● Instructions to follow:
All of the listing is to be written out word for word, with the pictures left out.
:: Extracted entries ::
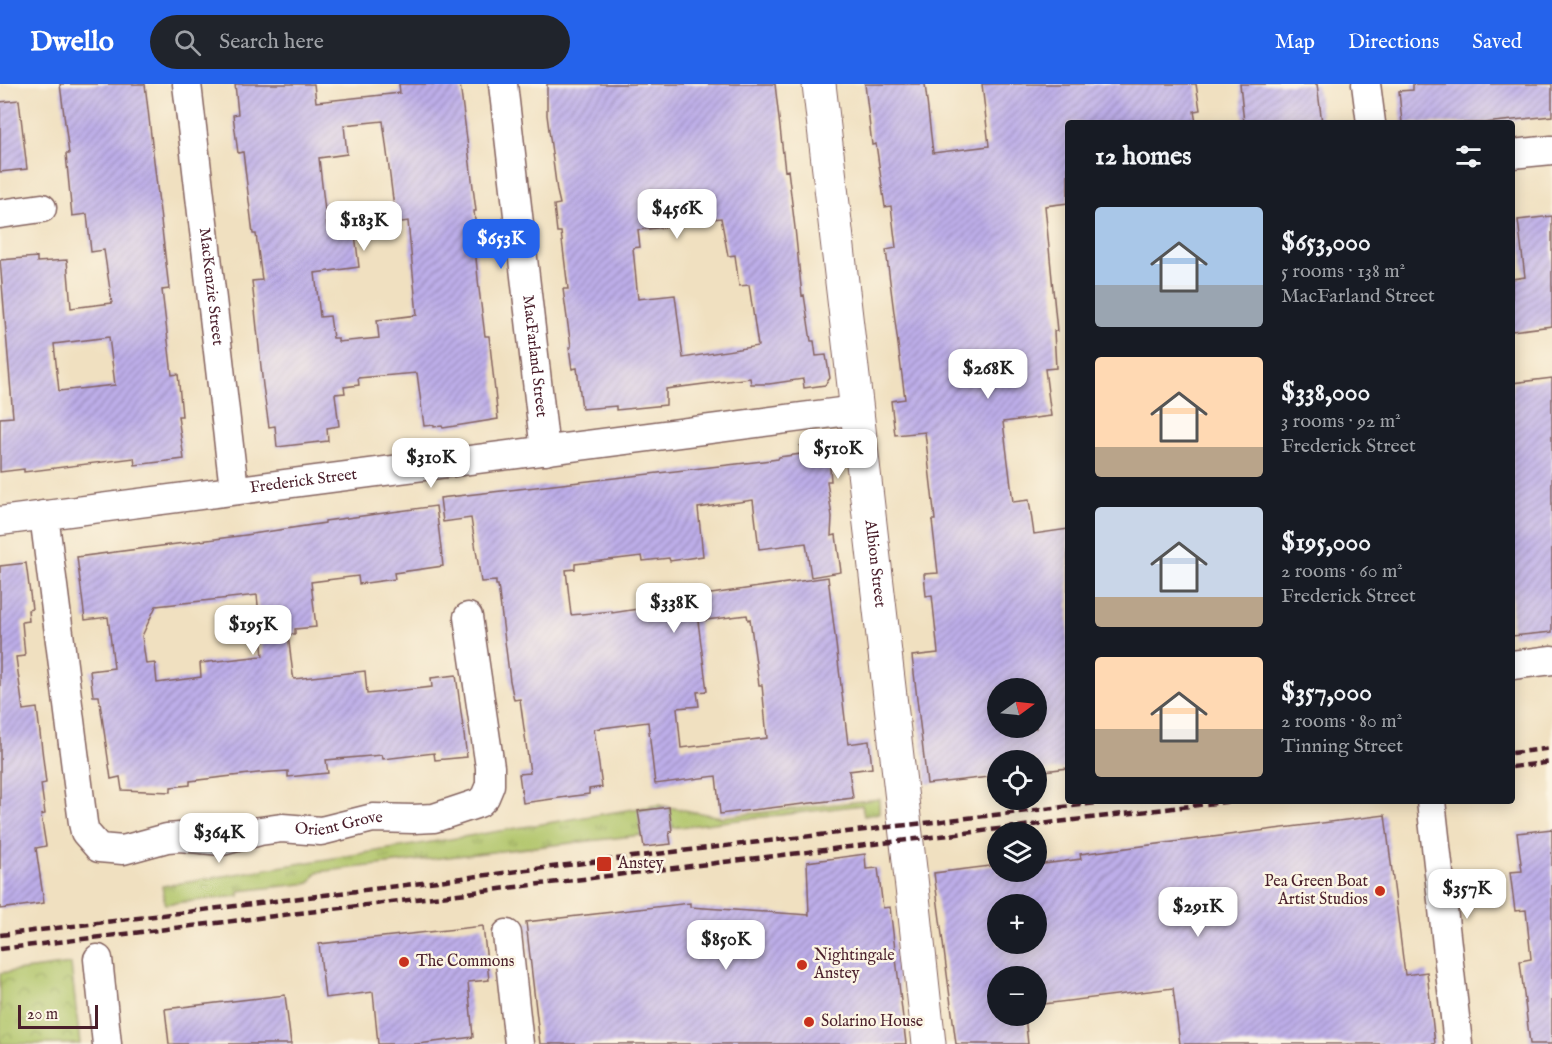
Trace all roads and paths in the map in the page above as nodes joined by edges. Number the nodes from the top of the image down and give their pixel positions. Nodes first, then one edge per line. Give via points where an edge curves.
1 (188, 84) edge
2 (503, 84) edge
3 (819, 84) edge
4 (1366, 84) edge
5 (1371, 120) edge
6 (1552, 150) edge
7 (1515, 154) edge
8 (42, 208) dead end
9 (0, 214) edge
10 (856, 410) junction
11 (545, 451) junction
12 (234, 489) junction
13 (44, 515) junction
14 (0, 520) edge
15 (468, 617) dead end
16 (1552, 660) edge
17 (1515, 664) edge
18 (1431, 804) edge
19 (507, 934) dead end
20 (98, 959) dead end
21 (107, 1044) edge
22 (519, 1044) edge
23 (928, 1044) edge
24 (1458, 1044) edge

1 - 12 street, MacKenzie Street
2 - 11 street, MacFarland Street
3 - 10 street, Albion Street
4 - 5 street
6 - 7 street
8 - 9 street
10 - 11 street, Frederick Street
10 - 23 street, Albion Street
11 - 12 street, Frederick Street
12 - 13 street, Frederick Street
13 - 14 street, Frederick Street
13 - 15 street, Orient Grove via 83,823 85,832 99,848 123,850 180,837 222,841 271,829 333,830 364,819 434,818 479,803 490,785 490,767
16 - 17 street
18 - 24 street
19 - 22 street
20 - 21 street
:::
● Your response:
Trace all roads and paths in the map in the page above as nodes joined by edges. Number the nodes from the top of the image down and give their pixel positions. Nodes first, then one edge per line. Give via points where an edge curves.
1 (188, 84) edge
2 (503, 84) edge
3 (819, 84) edge
4 (1366, 84) edge
5 (1371, 120) edge
6 (1552, 150) edge
7 (1515, 154) edge
8 (42, 208) dead end
9 (0, 214) edge
10 (856, 410) junction
11 (545, 451) junction
12 (234, 489) junction
13 (44, 515) junction
14 (0, 520) edge
15 (468, 617) dead end
16 (1552, 660) edge
17 (1515, 664) edge
18 (1431, 804) edge
19 (507, 934) dead end
20 (98, 959) dead end
21 (107, 1044) edge
22 (519, 1044) edge
23 (928, 1044) edge
24 (1458, 1044) edge

1 - 12 street, MacKenzie Street
2 - 11 street, MacFarland Street
3 - 10 street, Albion Street
4 - 5 street
6 - 7 street
8 - 9 street
10 - 11 street, Frederick Street
10 - 23 street, Albion Street
11 - 12 street, Frederick Street
12 - 13 street, Frederick Street
13 - 14 street, Frederick Street
13 - 15 street, Orient Grove via 83,823 85,832 99,848 123,850 180,837 222,841 271,829 333,830 364,819 434,818 479,803 490,785 490,767
16 - 17 street
18 - 24 street
19 - 22 street
20 - 21 street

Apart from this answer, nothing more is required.